**EXERCISE INSTRUCTIONS**
Write out the full listing, matching it line for line.

**THE DATA**

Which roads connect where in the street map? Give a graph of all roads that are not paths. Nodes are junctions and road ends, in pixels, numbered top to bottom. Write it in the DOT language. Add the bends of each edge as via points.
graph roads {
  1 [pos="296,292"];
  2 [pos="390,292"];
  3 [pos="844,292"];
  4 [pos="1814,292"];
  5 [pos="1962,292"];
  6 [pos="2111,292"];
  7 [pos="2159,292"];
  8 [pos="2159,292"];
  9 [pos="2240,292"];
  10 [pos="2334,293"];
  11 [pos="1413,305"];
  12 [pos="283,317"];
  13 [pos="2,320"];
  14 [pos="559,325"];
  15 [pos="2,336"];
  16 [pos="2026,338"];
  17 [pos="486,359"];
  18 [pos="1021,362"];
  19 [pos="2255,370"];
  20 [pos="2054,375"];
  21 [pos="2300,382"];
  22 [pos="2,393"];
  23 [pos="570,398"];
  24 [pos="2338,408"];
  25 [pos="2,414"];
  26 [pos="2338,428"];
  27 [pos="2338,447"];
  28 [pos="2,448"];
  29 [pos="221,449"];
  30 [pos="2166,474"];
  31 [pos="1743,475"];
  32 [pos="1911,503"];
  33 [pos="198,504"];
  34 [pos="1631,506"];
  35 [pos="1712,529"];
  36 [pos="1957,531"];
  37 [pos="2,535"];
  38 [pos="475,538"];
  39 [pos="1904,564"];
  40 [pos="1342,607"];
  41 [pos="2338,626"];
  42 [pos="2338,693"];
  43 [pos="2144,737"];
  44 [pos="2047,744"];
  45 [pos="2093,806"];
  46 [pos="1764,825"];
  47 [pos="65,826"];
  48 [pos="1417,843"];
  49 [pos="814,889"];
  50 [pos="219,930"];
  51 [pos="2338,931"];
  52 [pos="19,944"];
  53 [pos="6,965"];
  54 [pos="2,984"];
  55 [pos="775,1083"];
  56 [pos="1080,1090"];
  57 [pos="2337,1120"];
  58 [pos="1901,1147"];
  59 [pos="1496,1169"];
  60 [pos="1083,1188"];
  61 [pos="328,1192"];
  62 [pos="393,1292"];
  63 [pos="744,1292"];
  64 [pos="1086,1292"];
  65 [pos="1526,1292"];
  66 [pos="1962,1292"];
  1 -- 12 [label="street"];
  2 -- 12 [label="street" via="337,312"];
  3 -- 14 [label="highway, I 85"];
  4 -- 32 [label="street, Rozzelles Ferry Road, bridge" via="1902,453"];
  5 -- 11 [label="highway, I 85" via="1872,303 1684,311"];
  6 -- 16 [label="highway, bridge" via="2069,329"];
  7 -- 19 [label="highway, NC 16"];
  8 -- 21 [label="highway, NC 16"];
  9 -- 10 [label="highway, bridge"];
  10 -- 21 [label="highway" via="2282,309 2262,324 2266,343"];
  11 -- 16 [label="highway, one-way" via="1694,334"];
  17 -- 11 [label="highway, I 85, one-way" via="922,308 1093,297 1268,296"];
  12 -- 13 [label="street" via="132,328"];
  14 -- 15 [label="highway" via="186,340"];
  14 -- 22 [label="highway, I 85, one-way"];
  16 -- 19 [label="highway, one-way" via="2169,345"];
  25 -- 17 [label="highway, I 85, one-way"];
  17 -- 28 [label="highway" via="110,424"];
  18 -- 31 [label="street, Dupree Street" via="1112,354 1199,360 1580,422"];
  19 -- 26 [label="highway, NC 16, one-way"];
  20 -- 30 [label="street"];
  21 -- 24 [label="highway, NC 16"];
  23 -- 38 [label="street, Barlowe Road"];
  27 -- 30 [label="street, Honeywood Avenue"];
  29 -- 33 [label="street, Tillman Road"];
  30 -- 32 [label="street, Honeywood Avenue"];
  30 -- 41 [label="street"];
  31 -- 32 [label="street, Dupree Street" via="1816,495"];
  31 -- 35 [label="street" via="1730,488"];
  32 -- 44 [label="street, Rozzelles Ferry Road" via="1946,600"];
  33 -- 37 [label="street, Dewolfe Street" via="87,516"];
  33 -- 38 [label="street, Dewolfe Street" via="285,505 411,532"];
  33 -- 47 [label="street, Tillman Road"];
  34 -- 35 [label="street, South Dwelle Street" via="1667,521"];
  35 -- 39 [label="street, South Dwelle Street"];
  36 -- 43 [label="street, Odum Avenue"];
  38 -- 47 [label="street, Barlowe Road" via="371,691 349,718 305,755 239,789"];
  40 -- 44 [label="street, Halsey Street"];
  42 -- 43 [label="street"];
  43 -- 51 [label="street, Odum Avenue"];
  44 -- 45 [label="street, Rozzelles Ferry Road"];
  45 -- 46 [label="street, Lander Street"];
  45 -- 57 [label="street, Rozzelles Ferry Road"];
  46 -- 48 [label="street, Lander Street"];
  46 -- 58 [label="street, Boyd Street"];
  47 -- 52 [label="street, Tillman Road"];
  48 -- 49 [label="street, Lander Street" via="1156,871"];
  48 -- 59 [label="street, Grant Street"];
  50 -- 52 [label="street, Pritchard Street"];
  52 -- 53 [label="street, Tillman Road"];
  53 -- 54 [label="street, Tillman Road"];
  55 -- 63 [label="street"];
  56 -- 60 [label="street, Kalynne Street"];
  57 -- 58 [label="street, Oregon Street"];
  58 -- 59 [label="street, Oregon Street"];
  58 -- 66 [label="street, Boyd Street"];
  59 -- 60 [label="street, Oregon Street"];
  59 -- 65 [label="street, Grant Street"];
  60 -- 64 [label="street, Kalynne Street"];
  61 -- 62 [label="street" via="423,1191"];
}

**RESPONSE TO THIS EXERCISE**
Which roads connect where in the street map? Give a graph of all roads that are not paths. Nodes are junctions and road ends, in pixels, numbered top to bottom. Write it in the DOT language. Add the bends of each edge as via points.
graph roads {
  1 [pos="296,292"];
  2 [pos="390,292"];
  3 [pos="844,292"];
  4 [pos="1814,292"];
  5 [pos="1962,292"];
  6 [pos="2111,292"];
  7 [pos="2159,292"];
  8 [pos="2159,292"];
  9 [pos="2240,292"];
  10 [pos="2334,293"];
  11 [pos="1413,305"];
  12 [pos="283,317"];
  13 [pos="2,320"];
  14 [pos="559,325"];
  15 [pos="2,336"];
  16 [pos="2026,338"];
  17 [pos="486,359"];
  18 [pos="1021,362"];
  19 [pos="2255,370"];
  20 [pos="2054,375"];
  21 [pos="2300,382"];
  22 [pos="2,393"];
  23 [pos="570,398"];
  24 [pos="2338,408"];
  25 [pos="2,414"];
  26 [pos="2338,428"];
  27 [pos="2338,447"];
  28 [pos="2,448"];
  29 [pos="221,449"];
  30 [pos="2166,474"];
  31 [pos="1743,475"];
  32 [pos="1911,503"];
  33 [pos="198,504"];
  34 [pos="1631,506"];
  35 [pos="1712,529"];
  36 [pos="1957,531"];
  37 [pos="2,535"];
  38 [pos="475,538"];
  39 [pos="1904,564"];
  40 [pos="1342,607"];
  41 [pos="2338,626"];
  42 [pos="2338,693"];
  43 [pos="2144,737"];
  44 [pos="2047,744"];
  45 [pos="2093,806"];
  46 [pos="1764,825"];
  47 [pos="65,826"];
  48 [pos="1417,843"];
  49 [pos="814,889"];
  50 [pos="219,930"];
  51 [pos="2338,931"];
  52 [pos="19,944"];
  53 [pos="6,965"];
  54 [pos="2,984"];
  55 [pos="775,1083"];
  56 [pos="1080,1090"];
  57 [pos="2337,1120"];
  58 [pos="1901,1147"];
  59 [pos="1496,1169"];
  60 [pos="1083,1188"];
  61 [pos="328,1192"];
  62 [pos="393,1292"];
  63 [pos="744,1292"];
  64 [pos="1086,1292"];
  65 [pos="1526,1292"];
  66 [pos="1962,1292"];
  1 -- 12 [label="street"];
  2 -- 12 [label="street" via="337,312"];
  3 -- 14 [label="highway, I 85"];
  4 -- 32 [label="street, Rozzelles Ferry Road, bridge" via="1902,453"];
  5 -- 11 [label="highway, I 85" via="1872,303 1684,311"];
  6 -- 16 [label="highway, bridge" via="2069,329"];
  7 -- 19 [label="highway, NC 16"];
  8 -- 21 [label="highway, NC 16"];
  9 -- 10 [label="highway, bridge"];
  10 -- 21 [label="highway" via="2282,309 2262,324 2266,343"];
  11 -- 16 [label="highway, one-way" via="1694,334"];
  17 -- 11 [label="highway, I 85, one-way" via="922,308 1093,297 1268,296"];
  12 -- 13 [label="street" via="132,328"];
  14 -- 15 [label="highway" via="186,340"];
  14 -- 22 [label="highway, I 85, one-way"];
  16 -- 19 [label="highway, one-way" via="2169,345"];
  25 -- 17 [label="highway, I 85, one-way"];
  17 -- 28 [label="highway" via="110,424"];
  18 -- 31 [label="street, Dupree Street" via="1112,354 1199,360 1580,422"];
  19 -- 26 [label="highway, NC 16, one-way"];
  20 -- 30 [label="street"];
  21 -- 24 [label="highway, NC 16"];
  23 -- 38 [label="street, Barlowe Road"];
  27 -- 30 [label="street, Honeywood Avenue"];
  29 -- 33 [label="street, Tillman Road"];
  30 -- 32 [label="street, Honeywood Avenue"];
  30 -- 41 [label="street"];
  31 -- 32 [label="street, Dupree Street" via="1816,495"];
  31 -- 35 [label="street" via="1730,488"];
  32 -- 44 [label="street, Rozzelles Ferry Road" via="1946,600"];
  33 -- 37 [label="street, Dewolfe Street" via="87,516"];
  33 -- 38 [label="street, Dewolfe Street" via="285,505 411,532"];
  33 -- 47 [label="street, Tillman Road"];
  34 -- 35 [label="street, South Dwelle Street" via="1667,521"];
  35 -- 39 [label="street, South Dwelle Street"];
  36 -- 43 [label="street, Odum Avenue"];
  38 -- 47 [label="street, Barlowe Road" via="371,691 349,718 305,755 239,789"];
  40 -- 44 [label="street, Halsey Street"];
  42 -- 43 [label="street"];
  43 -- 51 [label="street, Odum Avenue"];
  44 -- 45 [label="street, Rozzelles Ferry Road"];
  45 -- 46 [label="street, Lander Street"];
  45 -- 57 [label="street, Rozzelles Ferry Road"];
  46 -- 48 [label="street, Lander Street"];
  46 -- 58 [label="street, Boyd Street"];
  47 -- 52 [label="street, Tillman Road"];
  48 -- 49 [label="street, Lander Street" via="1156,871"];
  48 -- 59 [label="street, Grant Street"];
  50 -- 52 [label="street, Pritchard Street"];
  52 -- 53 [label="street, Tillman Road"];
  53 -- 54 [label="street, Tillman Road"];
  55 -- 63 [label="street"];
  56 -- 60 [label="street, Kalynne Street"];
  57 -- 58 [label="street, Oregon Street"];
  58 -- 59 [label="street, Oregon Street"];
  58 -- 66 [label="street, Boyd Street"];
  59 -- 60 [label="street, Oregon Street"];
  59 -- 65 [label="street, Grant Street"];
  60 -- 64 [label="street, Kalynne Street"];
  61 -- 62 [label="street" via="423,1191"];
}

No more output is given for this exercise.